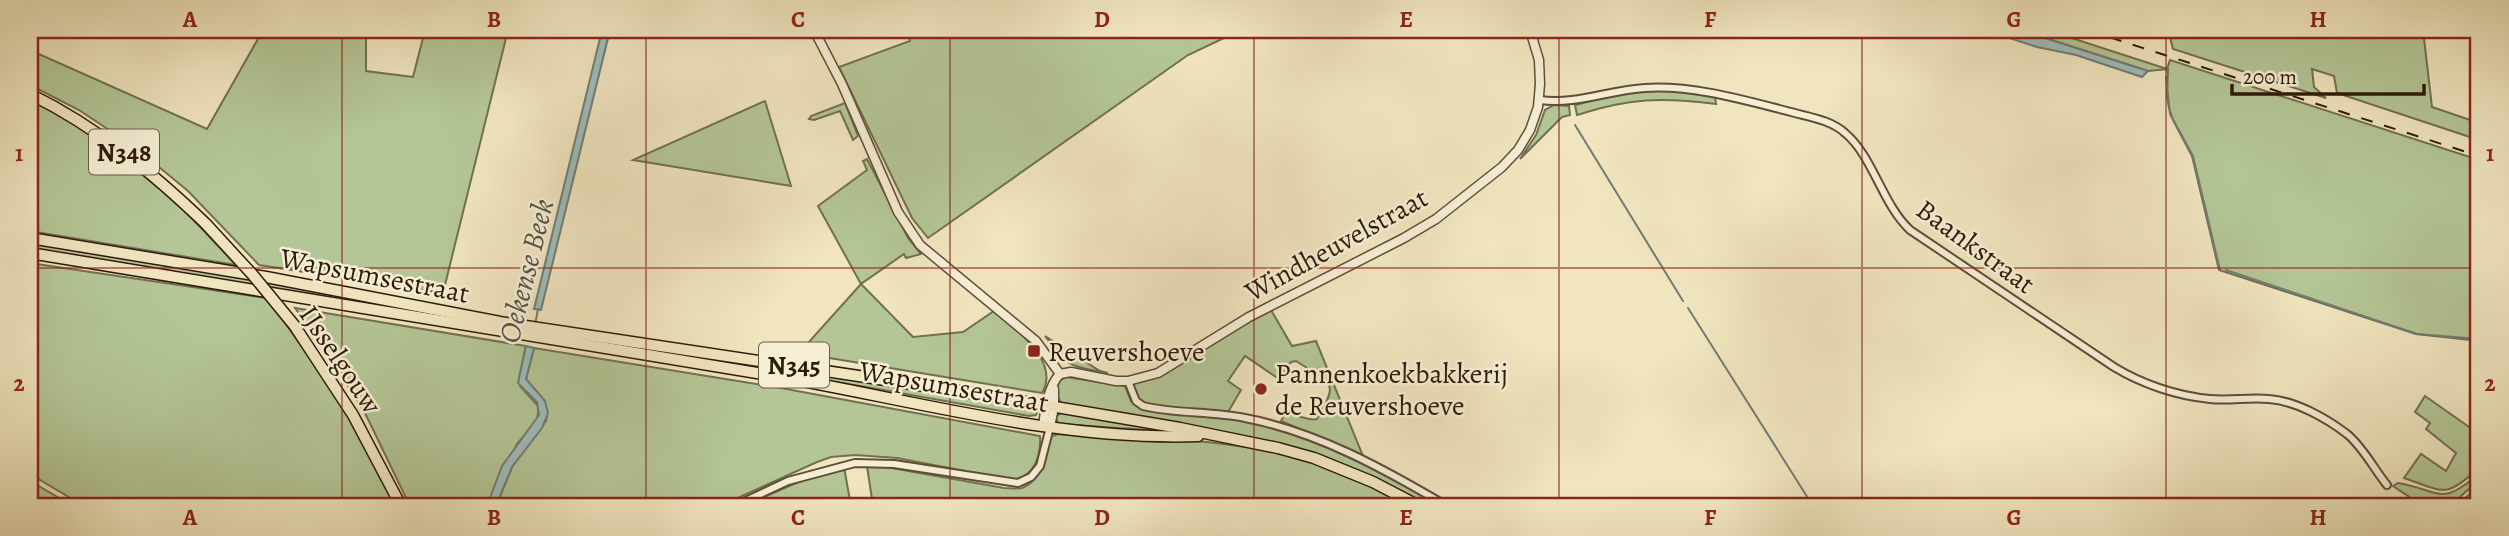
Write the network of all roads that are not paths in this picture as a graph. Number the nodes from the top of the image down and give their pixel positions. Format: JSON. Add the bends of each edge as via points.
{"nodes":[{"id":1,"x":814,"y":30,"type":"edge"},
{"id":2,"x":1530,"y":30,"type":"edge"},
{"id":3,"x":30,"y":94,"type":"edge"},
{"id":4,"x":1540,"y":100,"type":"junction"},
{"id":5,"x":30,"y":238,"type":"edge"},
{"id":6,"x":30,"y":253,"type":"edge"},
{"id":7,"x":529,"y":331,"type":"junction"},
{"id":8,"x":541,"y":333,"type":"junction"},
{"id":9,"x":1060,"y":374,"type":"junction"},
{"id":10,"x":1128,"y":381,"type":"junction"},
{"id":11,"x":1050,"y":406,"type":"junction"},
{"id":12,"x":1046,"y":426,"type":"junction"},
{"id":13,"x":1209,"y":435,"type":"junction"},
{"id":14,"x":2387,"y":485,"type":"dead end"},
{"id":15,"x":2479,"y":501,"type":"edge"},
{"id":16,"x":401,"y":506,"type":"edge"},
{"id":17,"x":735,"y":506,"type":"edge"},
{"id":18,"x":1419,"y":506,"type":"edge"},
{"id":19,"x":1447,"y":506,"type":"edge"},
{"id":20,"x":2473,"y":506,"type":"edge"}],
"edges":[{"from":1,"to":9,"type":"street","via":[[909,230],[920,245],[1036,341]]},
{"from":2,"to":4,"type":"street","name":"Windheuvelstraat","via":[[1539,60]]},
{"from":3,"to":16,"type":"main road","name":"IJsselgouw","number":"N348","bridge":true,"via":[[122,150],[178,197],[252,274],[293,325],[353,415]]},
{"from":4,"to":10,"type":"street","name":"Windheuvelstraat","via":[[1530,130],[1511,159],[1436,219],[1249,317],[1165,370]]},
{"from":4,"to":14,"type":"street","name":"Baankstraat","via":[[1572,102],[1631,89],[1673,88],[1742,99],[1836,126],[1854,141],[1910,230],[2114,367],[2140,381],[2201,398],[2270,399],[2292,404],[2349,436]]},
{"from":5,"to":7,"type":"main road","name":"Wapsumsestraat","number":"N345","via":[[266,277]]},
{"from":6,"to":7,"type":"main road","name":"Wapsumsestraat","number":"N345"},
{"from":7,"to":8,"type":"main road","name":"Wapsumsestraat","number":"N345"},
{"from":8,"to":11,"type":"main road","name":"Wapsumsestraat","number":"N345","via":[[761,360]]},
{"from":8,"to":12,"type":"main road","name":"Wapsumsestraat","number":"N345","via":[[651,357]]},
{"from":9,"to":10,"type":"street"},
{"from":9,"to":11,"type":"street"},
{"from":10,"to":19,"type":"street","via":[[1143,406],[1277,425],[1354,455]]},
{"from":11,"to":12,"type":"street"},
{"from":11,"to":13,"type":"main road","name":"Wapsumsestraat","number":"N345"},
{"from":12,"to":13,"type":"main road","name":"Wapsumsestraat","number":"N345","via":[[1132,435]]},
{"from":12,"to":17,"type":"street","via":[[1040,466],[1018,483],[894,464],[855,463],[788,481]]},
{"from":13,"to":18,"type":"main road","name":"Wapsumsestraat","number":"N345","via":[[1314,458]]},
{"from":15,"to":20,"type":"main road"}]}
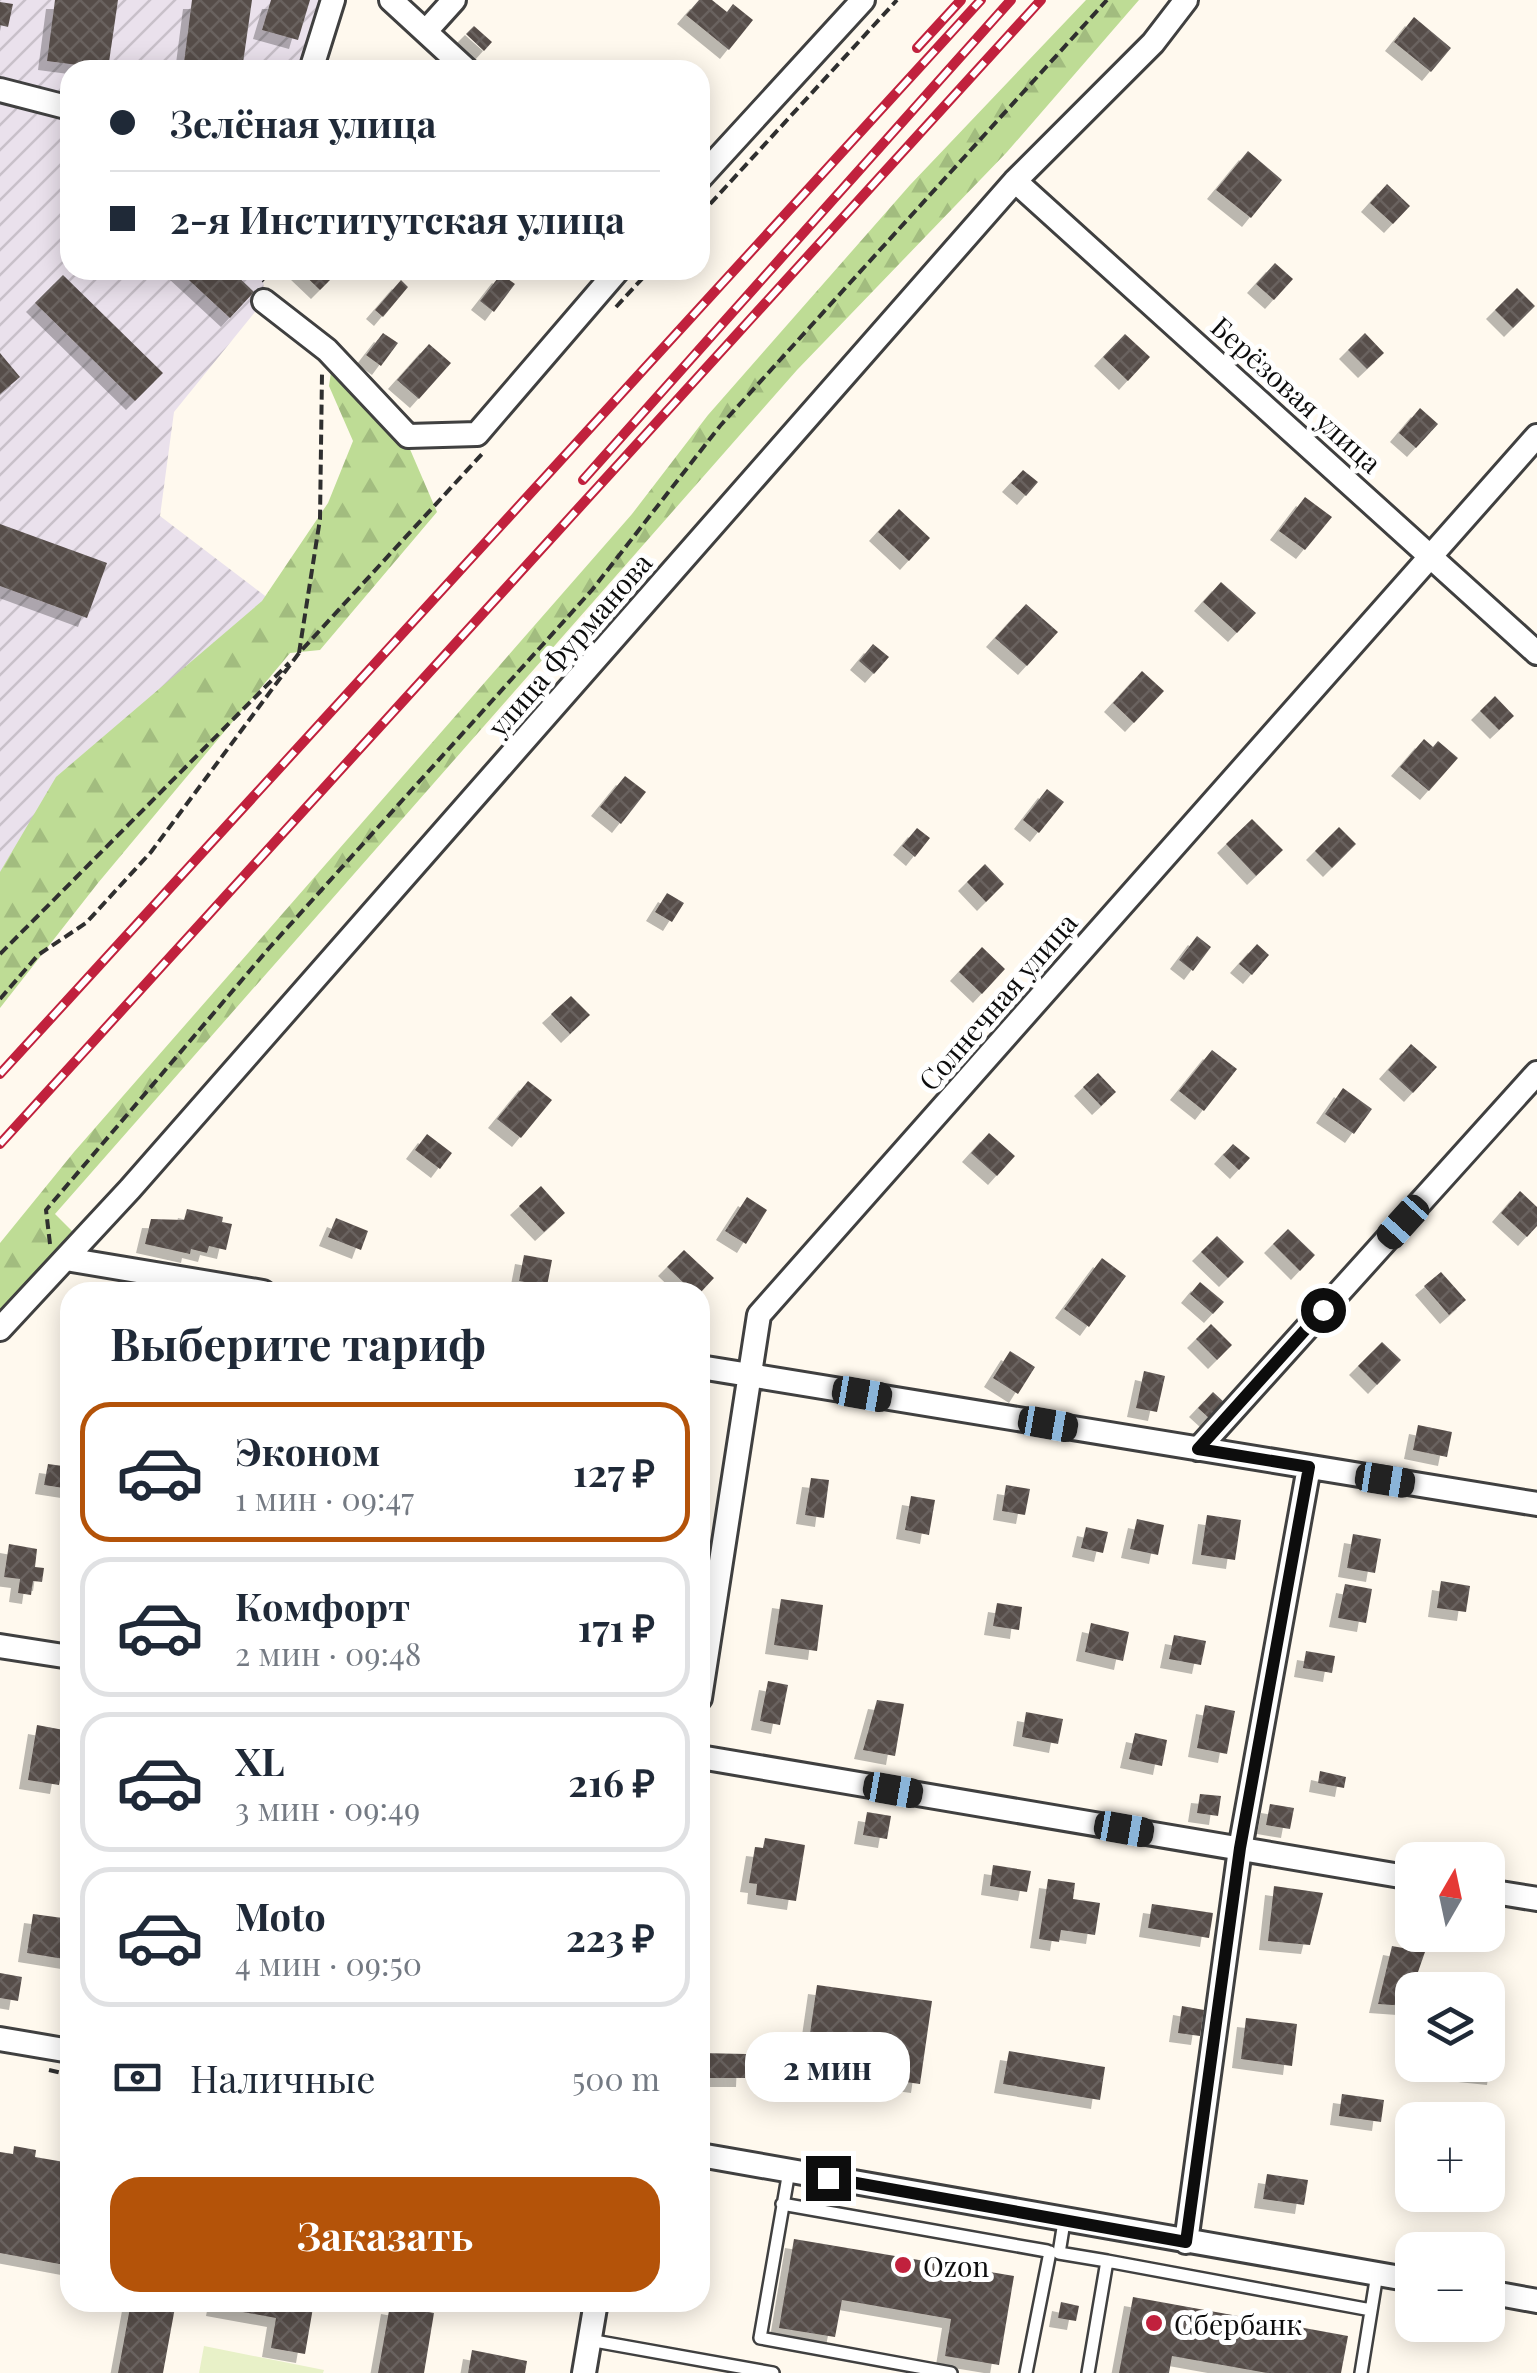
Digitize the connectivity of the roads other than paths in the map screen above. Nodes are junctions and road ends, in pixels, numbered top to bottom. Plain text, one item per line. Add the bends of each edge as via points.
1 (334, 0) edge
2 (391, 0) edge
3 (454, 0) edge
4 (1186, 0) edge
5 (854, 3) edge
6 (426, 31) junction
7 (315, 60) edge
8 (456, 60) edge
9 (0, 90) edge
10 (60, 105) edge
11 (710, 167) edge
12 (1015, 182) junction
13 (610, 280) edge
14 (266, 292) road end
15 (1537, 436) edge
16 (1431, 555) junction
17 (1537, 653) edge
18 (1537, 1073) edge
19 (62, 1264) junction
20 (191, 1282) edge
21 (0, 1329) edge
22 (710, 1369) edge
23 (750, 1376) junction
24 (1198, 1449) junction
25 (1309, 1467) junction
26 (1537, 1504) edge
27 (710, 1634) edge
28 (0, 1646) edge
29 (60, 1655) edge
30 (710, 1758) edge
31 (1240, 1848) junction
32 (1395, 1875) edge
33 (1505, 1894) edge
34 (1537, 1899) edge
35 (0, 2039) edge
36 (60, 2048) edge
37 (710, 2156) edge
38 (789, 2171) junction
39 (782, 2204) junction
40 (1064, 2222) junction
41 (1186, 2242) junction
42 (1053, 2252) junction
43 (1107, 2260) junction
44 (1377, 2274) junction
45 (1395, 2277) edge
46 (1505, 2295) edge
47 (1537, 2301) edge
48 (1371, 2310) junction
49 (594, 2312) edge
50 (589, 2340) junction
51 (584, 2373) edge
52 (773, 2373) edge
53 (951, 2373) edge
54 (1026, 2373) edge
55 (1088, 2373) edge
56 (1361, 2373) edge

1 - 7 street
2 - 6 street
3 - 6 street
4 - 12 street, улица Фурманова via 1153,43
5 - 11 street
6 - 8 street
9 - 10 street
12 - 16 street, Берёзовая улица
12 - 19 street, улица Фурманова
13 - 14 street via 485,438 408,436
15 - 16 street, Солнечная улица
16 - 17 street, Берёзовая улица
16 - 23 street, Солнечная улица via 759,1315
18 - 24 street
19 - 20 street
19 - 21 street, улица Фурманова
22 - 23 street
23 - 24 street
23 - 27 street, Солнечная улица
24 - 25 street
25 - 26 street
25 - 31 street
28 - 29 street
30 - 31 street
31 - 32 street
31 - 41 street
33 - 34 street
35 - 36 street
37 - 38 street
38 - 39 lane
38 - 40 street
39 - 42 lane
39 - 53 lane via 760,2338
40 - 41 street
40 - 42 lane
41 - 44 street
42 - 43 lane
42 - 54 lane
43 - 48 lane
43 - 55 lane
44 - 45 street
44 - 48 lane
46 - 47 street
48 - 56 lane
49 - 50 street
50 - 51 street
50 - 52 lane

■ ■ ■ ■ ■ ■ ■

*Task to complete*:
A word-for-word retyping of the material above is expected, without pictures.

*Answer area*:
Write the network of all roads that are not paths in this picture as a graph. Number the nodes from the top of the image down and give their pixel positions. Format: JSON. Add the bends of each edge as via points.
{"nodes":[{"id":1,"x":814,"y":30,"type":"edge"},
{"id":2,"x":1530,"y":30,"type":"edge"},
{"id":3,"x":30,"y":94,"type":"edge"},
{"id":4,"x":1540,"y":100,"type":"junction"},
{"id":5,"x":30,"y":238,"type":"edge"},
{"id":6,"x":30,"y":253,"type":"edge"},
{"id":7,"x":529,"y":331,"type":"junction"},
{"id":8,"x":541,"y":333,"type":"junction"},
{"id":9,"x":1060,"y":374,"type":"junction"},
{"id":10,"x":1128,"y":381,"type":"junction"},
{"id":11,"x":1050,"y":406,"type":"junction"},
{"id":12,"x":1046,"y":426,"type":"junction"},
{"id":13,"x":1209,"y":435,"type":"junction"},
{"id":14,"x":2387,"y":485,"type":"dead end"},
{"id":15,"x":2479,"y":501,"type":"edge"},
{"id":16,"x":401,"y":506,"type":"edge"},
{"id":17,"x":735,"y":506,"type":"edge"},
{"id":18,"x":1419,"y":506,"type":"edge"},
{"id":19,"x":1447,"y":506,"type":"edge"},
{"id":20,"x":2473,"y":506,"type":"edge"}],
"edges":[{"from":1,"to":9,"type":"street","via":[[909,230],[920,245],[1036,341]]},
{"from":2,"to":4,"type":"street","name":"Windheuvelstraat","via":[[1539,60]]},
{"from":3,"to":16,"type":"main road","name":"IJsselgouw","number":"N348","bridge":true,"via":[[122,150],[178,197],[252,274],[293,325],[353,415]]},
{"from":4,"to":10,"type":"street","name":"Windheuvelstraat","via":[[1530,130],[1511,159],[1436,219],[1249,317],[1165,370]]},
{"from":4,"to":14,"type":"street","name":"Baankstraat","via":[[1572,102],[1631,89],[1673,88],[1742,99],[1836,126],[1854,141],[1910,230],[2114,367],[2140,381],[2201,398],[2270,399],[2292,404],[2349,436]]},
{"from":5,"to":7,"type":"main road","name":"Wapsumsestraat","number":"N345","via":[[266,277]]},
{"from":6,"to":7,"type":"main road","name":"Wapsumsestraat","number":"N345"},
{"from":7,"to":8,"type":"main road","name":"Wapsumsestraat","number":"N345"},
{"from":8,"to":11,"type":"main road","name":"Wapsumsestraat","number":"N345","via":[[761,360]]},
{"from":8,"to":12,"type":"main road","name":"Wapsumsestraat","number":"N345","via":[[651,357]]},
{"from":9,"to":10,"type":"street"},
{"from":9,"to":11,"type":"street"},
{"from":10,"to":19,"type":"street","via":[[1143,406],[1277,425],[1354,455]]},
{"from":11,"to":12,"type":"street"},
{"from":11,"to":13,"type":"main road","name":"Wapsumsestraat","number":"N345"},
{"from":12,"to":13,"type":"main road","name":"Wapsumsestraat","number":"N345","via":[[1132,435]]},
{"from":12,"to":17,"type":"street","via":[[1040,466],[1018,483],[894,464],[855,463],[788,481]]},
{"from":13,"to":18,"type":"main road","name":"Wapsumsestraat","number":"N345","via":[[1314,458]]},
{"from":15,"to":20,"type":"main road"}]}
Digitize the connectivity of the roads other than paths in the map screen above. Nodes are junctions and road ends, in pixels, numbered top to bottom. Plain text, one item per line. Add the bends of each edge as via points.
1 (334, 0) edge
2 (391, 0) edge
3 (454, 0) edge
4 (1186, 0) edge
5 (854, 3) edge
6 (426, 31) junction
7 (315, 60) edge
8 (456, 60) edge
9 (0, 90) edge
10 (60, 105) edge
11 (710, 167) edge
12 (1015, 182) junction
13 (610, 280) edge
14 (266, 292) road end
15 (1537, 436) edge
16 (1431, 555) junction
17 (1537, 653) edge
18 (1537, 1073) edge
19 (62, 1264) junction
20 (191, 1282) edge
21 (0, 1329) edge
22 (710, 1369) edge
23 (750, 1376) junction
24 (1198, 1449) junction
25 (1309, 1467) junction
26 (1537, 1504) edge
27 (710, 1634) edge
28 (0, 1646) edge
29 (60, 1655) edge
30 (710, 1758) edge
31 (1240, 1848) junction
32 (1395, 1875) edge
33 (1505, 1894) edge
34 (1537, 1899) edge
35 (0, 2039) edge
36 (60, 2048) edge
37 (710, 2156) edge
38 (789, 2171) junction
39 (782, 2204) junction
40 (1064, 2222) junction
41 (1186, 2242) junction
42 (1053, 2252) junction
43 (1107, 2260) junction
44 (1377, 2274) junction
45 (1395, 2277) edge
46 (1505, 2295) edge
47 (1537, 2301) edge
48 (1371, 2310) junction
49 (594, 2312) edge
50 (589, 2340) junction
51 (584, 2373) edge
52 (773, 2373) edge
53 (951, 2373) edge
54 (1026, 2373) edge
55 (1088, 2373) edge
56 (1361, 2373) edge

1 - 7 street
2 - 6 street
3 - 6 street
4 - 12 street, улица Фурманова via 1153,43
5 - 11 street
6 - 8 street
9 - 10 street
12 - 16 street, Берёзовая улица
12 - 19 street, улица Фурманова
13 - 14 street via 485,438 408,436
15 - 16 street, Солнечная улица
16 - 17 street, Берёзовая улица
16 - 23 street, Солнечная улица via 759,1315
18 - 24 street
19 - 20 street
19 - 21 street, улица Фурманова
22 - 23 street
23 - 24 street
23 - 27 street, Солнечная улица
24 - 25 street
25 - 26 street
25 - 31 street
28 - 29 street
30 - 31 street
31 - 32 street
31 - 41 street
33 - 34 street
35 - 36 street
37 - 38 street
38 - 39 lane
38 - 40 street
39 - 42 lane
39 - 53 lane via 760,2338
40 - 41 street
40 - 42 lane
41 - 44 street
42 - 43 lane
42 - 54 lane
43 - 48 lane
43 - 55 lane
44 - 45 street
44 - 48 lane
46 - 47 street
48 - 56 lane
49 - 50 street
50 - 51 street
50 - 52 lane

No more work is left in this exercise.